## Saved entries

━━━━━━

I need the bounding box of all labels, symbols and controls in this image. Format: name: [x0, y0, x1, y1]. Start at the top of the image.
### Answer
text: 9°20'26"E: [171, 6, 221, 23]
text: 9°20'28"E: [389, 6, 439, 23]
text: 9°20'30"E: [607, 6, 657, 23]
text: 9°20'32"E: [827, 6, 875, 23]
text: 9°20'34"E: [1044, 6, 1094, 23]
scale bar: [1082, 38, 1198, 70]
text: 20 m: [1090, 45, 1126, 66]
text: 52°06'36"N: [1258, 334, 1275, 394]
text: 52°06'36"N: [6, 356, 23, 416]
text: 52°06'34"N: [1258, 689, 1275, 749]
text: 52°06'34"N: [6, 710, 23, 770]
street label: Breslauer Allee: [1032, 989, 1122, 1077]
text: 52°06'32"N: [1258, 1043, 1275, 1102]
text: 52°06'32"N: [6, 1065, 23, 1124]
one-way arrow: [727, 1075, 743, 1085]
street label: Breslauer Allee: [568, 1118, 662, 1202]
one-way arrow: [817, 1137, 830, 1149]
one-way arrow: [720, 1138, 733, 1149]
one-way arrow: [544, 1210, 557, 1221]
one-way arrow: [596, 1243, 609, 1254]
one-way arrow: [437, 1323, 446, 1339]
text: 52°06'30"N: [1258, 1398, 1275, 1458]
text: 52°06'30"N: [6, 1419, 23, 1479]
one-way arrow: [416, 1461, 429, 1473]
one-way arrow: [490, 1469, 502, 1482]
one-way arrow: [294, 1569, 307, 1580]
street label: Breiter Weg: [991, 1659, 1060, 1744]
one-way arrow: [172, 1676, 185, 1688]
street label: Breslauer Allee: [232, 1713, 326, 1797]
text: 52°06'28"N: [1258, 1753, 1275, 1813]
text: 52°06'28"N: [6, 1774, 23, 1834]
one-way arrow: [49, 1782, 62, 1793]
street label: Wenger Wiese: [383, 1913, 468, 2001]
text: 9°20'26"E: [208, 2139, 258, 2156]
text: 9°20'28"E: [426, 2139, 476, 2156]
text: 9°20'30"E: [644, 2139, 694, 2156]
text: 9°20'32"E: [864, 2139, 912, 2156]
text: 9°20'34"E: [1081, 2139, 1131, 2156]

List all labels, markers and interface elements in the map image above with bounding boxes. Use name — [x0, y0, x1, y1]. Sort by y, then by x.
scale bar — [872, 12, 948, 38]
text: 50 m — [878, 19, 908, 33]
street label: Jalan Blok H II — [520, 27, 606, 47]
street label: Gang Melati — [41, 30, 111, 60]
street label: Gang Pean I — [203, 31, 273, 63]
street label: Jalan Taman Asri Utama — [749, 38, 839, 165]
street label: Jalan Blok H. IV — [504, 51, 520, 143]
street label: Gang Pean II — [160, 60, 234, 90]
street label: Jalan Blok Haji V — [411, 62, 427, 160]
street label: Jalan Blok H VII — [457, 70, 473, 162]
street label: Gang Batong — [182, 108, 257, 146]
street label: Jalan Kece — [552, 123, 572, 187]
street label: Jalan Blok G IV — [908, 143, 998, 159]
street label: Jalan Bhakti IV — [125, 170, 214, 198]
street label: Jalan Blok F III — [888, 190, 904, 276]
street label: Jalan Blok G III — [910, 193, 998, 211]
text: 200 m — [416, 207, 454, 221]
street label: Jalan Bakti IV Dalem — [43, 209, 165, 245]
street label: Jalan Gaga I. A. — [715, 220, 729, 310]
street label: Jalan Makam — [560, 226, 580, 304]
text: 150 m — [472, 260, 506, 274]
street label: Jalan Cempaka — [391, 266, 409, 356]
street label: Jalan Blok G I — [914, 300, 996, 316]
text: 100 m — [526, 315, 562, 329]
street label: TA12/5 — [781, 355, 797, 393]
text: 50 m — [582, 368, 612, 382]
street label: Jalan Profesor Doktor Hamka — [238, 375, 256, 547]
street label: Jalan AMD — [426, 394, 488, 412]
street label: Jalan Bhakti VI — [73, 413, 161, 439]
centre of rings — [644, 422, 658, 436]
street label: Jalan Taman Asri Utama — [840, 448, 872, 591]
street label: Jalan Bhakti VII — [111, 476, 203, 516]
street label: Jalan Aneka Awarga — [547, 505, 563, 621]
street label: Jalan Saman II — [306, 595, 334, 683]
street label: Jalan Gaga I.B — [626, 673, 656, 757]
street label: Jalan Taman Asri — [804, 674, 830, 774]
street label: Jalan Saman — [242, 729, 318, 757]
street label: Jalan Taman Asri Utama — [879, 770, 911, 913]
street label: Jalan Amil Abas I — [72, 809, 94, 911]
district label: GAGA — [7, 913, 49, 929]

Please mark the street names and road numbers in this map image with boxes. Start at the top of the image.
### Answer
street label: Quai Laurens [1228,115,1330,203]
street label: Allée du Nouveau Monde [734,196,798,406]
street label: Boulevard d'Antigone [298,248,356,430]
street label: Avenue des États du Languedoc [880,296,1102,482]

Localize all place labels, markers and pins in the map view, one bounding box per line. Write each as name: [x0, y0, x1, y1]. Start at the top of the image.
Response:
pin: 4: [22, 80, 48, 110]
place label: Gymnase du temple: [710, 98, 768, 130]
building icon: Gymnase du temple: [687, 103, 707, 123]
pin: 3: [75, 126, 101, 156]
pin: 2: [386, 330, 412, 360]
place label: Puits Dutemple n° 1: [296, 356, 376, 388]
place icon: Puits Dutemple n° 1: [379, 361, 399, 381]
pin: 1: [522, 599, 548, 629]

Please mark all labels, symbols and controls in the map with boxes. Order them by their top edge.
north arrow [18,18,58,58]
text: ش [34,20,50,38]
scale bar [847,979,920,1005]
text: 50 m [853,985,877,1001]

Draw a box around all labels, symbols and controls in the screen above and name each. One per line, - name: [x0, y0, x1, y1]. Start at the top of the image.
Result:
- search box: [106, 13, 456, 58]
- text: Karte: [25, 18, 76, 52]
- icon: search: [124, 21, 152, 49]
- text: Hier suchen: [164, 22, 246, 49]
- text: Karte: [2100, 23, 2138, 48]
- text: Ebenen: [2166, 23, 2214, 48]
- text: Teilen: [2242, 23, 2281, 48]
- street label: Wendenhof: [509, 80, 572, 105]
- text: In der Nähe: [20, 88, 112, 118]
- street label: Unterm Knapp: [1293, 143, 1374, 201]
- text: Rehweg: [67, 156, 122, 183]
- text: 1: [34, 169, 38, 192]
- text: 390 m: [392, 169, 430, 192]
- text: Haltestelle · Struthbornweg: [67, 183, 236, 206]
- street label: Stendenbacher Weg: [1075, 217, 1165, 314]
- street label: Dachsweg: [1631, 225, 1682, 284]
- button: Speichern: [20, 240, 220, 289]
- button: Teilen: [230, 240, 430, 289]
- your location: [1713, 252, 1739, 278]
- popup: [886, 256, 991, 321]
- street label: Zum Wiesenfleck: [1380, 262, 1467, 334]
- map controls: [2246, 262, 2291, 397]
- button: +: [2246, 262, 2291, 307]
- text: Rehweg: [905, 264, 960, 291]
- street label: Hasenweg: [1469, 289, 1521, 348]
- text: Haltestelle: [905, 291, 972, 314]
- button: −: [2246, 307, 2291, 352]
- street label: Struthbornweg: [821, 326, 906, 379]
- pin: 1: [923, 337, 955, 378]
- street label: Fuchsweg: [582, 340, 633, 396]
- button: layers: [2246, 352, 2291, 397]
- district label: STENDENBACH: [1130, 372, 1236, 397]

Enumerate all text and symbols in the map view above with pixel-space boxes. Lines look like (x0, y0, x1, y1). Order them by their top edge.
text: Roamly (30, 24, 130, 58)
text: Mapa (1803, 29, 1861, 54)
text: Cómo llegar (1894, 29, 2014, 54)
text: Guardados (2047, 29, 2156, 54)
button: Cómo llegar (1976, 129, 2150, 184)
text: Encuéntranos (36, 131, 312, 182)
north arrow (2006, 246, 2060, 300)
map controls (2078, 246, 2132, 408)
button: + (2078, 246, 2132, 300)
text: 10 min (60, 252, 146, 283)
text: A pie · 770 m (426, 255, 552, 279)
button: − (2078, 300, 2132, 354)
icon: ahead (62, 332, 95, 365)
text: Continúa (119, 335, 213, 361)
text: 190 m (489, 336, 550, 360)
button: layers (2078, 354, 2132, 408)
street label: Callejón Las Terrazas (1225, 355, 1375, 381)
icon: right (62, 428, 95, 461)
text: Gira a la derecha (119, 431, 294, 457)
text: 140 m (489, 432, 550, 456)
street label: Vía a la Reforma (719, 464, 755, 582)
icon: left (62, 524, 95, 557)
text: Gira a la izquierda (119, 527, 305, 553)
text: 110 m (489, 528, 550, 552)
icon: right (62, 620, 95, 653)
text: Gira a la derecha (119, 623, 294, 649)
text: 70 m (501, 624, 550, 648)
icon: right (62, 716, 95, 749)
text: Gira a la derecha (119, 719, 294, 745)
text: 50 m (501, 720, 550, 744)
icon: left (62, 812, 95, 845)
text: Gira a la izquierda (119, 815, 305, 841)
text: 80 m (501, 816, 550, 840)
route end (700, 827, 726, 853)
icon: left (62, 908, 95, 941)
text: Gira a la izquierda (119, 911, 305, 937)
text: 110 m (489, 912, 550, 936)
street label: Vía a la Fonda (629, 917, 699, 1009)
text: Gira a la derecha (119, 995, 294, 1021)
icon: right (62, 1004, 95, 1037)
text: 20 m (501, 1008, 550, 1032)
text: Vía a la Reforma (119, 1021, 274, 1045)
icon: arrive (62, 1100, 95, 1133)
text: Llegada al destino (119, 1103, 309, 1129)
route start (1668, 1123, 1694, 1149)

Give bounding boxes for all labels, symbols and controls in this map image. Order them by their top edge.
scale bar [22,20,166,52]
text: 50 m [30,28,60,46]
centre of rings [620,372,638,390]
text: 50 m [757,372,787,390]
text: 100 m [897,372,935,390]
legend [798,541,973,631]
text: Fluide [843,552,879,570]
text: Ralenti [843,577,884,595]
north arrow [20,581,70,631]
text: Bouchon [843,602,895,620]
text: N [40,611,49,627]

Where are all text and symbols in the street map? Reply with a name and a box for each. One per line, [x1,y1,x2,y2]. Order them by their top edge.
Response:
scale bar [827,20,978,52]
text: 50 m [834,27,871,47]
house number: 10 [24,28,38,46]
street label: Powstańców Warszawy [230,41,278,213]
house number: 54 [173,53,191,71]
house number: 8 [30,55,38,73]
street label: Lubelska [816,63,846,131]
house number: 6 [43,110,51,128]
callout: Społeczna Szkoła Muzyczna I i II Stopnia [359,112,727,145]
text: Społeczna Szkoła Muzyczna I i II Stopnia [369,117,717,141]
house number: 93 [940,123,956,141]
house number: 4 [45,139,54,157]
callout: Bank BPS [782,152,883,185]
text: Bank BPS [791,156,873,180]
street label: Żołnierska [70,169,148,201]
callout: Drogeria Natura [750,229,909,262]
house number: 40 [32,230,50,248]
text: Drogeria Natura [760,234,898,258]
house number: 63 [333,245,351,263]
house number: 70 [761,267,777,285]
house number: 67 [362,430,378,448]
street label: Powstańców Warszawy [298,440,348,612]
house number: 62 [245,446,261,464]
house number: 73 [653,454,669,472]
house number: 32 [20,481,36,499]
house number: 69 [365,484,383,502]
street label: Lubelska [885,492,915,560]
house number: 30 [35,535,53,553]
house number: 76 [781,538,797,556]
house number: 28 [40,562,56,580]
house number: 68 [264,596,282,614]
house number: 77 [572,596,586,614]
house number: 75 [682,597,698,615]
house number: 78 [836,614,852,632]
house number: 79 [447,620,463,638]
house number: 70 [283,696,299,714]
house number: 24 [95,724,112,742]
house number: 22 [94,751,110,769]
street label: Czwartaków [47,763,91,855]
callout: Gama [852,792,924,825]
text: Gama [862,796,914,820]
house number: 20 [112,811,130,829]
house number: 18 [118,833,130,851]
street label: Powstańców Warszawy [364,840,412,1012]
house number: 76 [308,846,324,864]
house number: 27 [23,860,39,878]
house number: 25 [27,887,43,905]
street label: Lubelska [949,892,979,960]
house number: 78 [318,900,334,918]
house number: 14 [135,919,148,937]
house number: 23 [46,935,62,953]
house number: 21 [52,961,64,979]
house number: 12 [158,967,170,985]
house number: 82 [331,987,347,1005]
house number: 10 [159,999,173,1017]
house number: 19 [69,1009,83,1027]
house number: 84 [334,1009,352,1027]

━━━━━━

## INSTRUCTIONS TO FOLLOW
Show the lines above that have the word "Stopnia".

## EXPECTED ANSWER
callout: Społeczna Szkoła Muzyczna I i II Stopnia [359,112,727,145]
text: Społeczna Szkoła Muzyczna I i II Stopnia [369,117,717,141]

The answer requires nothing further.